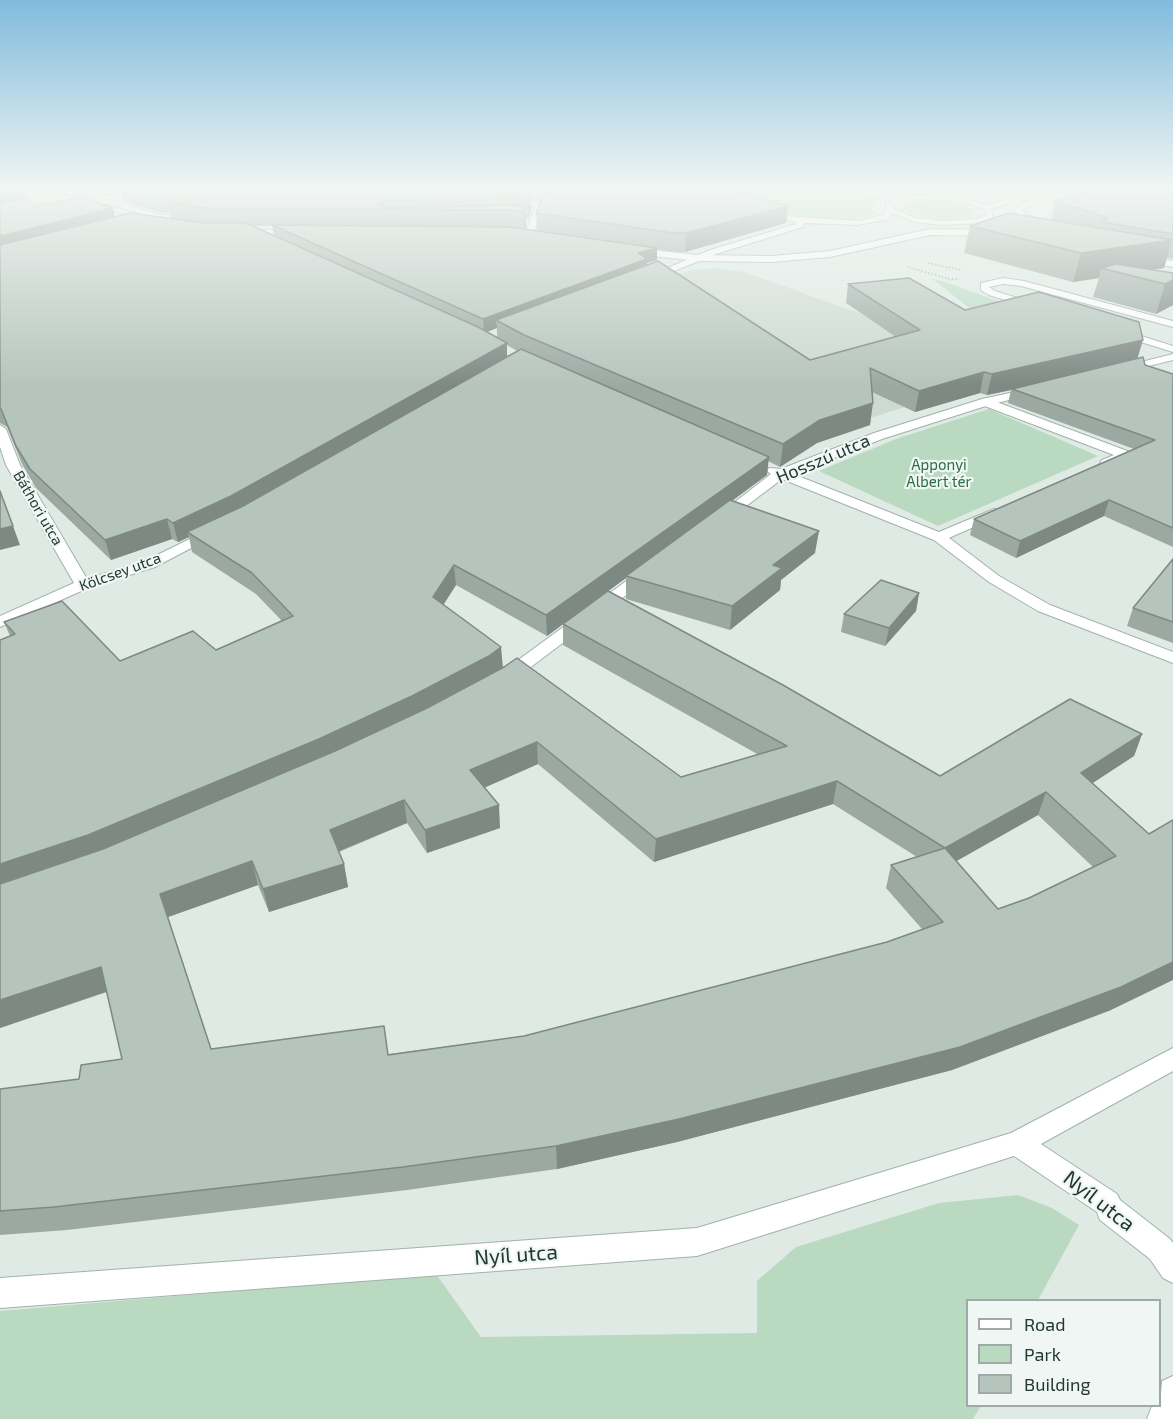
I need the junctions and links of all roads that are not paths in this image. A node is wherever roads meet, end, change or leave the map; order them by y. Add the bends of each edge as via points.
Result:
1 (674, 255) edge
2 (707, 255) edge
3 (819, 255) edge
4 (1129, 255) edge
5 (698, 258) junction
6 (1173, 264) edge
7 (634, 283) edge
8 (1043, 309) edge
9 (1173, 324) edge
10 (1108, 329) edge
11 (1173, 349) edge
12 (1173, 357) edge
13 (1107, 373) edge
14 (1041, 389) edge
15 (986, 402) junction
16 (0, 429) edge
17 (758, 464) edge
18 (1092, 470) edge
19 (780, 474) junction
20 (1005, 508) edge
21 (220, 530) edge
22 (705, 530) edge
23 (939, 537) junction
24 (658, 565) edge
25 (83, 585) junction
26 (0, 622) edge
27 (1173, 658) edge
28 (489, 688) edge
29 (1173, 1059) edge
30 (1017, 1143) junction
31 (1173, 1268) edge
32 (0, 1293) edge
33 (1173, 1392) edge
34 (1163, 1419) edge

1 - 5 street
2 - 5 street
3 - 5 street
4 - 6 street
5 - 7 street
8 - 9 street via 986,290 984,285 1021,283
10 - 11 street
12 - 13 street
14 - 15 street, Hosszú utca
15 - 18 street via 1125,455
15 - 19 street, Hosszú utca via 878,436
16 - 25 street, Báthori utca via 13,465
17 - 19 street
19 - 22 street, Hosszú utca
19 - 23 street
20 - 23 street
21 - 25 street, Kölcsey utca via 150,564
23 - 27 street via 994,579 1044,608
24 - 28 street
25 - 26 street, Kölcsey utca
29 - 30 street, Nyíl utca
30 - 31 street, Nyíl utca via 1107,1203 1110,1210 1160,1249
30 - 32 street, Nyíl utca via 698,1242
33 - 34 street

______________________________

> _Try it_
Where does the string "Kölcsey" occur in the material? Copy every line where it does.

> _The answer_
21 - 25 street, Kölcsey utca via 150,564
25 - 26 street, Kölcsey utca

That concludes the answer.